Understanding the Graham Number
Developed by Benjamin Graham, known as the father of value investing, the Graham Number offers an insight into the maximum fair price a defensive investor might consider paying for a stock without overpaying. It incorporates earnings per share (EPS) and book value per share (BVPS), framed within a formula that multiplies these metrics by 22.5. This magical number of 22.5 isn’t just a ran-dom choice but reflects Graham’s ideal Price-to-Earnings (PE) ratio of 15 and Price-to-Book (PB) ratio of 1.5 — because, as Benjamin famously remarked, “15 times earnings and 1.5 times book are right only when they are right.”
Formula and Calculation
To unearth this legendary number, you whip up the following concoction:
\[ \text{Graham Number} = \sqrt{22.5 \times (\text{EPS}) \times (\text{BVPS})} \]
Dive into the components:
- EPS: The sweet spot of a company’s profitability on a per share basis, showcasing how effectively the firm is turning the gears of its profit-making machine.

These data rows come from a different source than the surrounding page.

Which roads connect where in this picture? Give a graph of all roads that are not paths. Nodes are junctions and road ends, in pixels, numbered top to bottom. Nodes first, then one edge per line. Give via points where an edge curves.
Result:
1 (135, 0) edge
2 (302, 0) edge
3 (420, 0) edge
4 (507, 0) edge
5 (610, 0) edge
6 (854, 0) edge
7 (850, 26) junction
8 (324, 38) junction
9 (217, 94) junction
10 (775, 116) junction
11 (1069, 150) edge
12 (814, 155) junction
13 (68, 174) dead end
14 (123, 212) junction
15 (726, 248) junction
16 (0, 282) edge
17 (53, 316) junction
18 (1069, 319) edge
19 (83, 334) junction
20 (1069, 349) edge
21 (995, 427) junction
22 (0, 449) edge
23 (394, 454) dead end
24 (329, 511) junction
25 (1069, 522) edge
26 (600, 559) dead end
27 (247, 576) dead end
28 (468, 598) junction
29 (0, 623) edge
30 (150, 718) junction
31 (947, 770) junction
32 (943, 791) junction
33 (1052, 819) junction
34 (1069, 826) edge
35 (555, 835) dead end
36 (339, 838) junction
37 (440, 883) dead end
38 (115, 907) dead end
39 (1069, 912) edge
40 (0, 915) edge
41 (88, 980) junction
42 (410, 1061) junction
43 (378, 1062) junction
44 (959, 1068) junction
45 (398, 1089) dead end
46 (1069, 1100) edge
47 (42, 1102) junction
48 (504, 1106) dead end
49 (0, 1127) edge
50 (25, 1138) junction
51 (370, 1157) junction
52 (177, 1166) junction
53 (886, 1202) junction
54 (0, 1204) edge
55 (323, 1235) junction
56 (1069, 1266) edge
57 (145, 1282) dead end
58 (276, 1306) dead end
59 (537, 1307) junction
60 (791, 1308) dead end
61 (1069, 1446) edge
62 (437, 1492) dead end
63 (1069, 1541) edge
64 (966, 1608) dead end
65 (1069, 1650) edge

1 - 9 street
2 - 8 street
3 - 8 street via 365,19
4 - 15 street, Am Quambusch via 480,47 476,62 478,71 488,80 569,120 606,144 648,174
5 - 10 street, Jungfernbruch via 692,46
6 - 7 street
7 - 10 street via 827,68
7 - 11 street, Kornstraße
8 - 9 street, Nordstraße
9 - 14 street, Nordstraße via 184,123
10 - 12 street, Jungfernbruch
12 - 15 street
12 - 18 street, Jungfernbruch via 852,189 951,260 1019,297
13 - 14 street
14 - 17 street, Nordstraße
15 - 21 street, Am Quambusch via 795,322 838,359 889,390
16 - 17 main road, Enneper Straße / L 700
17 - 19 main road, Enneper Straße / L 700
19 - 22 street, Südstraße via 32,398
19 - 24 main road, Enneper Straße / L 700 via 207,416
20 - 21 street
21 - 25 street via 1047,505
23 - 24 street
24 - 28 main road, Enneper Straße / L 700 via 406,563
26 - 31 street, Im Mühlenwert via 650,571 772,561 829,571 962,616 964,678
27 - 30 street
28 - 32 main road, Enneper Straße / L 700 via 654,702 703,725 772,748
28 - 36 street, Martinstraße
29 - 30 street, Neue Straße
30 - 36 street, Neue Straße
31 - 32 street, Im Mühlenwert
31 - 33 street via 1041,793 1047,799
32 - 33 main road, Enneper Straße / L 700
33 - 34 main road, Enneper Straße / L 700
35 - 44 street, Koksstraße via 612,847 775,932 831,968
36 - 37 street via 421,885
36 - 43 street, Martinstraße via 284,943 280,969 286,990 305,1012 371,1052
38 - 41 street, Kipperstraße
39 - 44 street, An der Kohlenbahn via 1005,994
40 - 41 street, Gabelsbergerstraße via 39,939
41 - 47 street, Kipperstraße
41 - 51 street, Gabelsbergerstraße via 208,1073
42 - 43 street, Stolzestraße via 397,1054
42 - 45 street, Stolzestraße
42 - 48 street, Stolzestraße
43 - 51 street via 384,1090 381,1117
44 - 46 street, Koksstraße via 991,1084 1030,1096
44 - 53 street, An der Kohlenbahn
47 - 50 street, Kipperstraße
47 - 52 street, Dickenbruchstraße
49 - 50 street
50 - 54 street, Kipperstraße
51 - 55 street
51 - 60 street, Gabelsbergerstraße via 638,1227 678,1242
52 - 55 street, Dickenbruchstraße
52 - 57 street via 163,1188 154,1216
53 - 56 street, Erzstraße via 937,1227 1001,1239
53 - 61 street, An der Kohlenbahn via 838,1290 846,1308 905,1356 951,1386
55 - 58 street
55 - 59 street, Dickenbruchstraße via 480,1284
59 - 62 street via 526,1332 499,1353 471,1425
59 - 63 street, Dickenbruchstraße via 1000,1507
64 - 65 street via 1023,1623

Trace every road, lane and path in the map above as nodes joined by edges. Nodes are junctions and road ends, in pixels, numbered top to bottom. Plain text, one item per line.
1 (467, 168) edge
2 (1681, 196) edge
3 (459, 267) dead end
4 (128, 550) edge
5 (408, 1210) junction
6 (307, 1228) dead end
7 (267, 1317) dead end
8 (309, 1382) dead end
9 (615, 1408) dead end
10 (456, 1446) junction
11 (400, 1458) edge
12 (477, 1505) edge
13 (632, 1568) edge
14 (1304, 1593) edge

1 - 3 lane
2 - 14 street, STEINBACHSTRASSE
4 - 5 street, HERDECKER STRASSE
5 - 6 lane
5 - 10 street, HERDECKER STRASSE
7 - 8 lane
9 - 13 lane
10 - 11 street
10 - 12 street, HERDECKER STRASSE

- BVPS: A slice of the company’s equity pie, served per outstanding share, giving investors a taste of what each share would be worth if the company decided to settle down and liquidate.
Example in Action
Imagine a company, let’s call it “Gadget Inc.”, with an EPS of $2 and a BVPS of $30. The Graham Number crunches out as:
\[ \text{Graham Number} = \sqrt{22.5 \times 2 \times 30} = \sqrt{1350} \approx $36.74 \]
In this scenario, $36.74 represents the upper crust of what a prudent investor would pay for Gadget Inc.’s shares. If the market price hovers below this, it’s akin to finding a designer gadget at a garage sale price - a clear buy signal for those following Graham’s script.
Limitations of the Graham Number
While the Graham Number can act as your financial north star, it’s not without its quirks. It doesn’t attend the party where factors like market dynamics, technological disruptions, or the CEO’s charisma play out. It’s akin to judging the health of a tree solely by its trunk, ignoring the condition of its leaves and roots.
Related Financial Terms
- Price-to-Earnings (P/E) Ratio: Measurement of current share price relative to its per-share earnings.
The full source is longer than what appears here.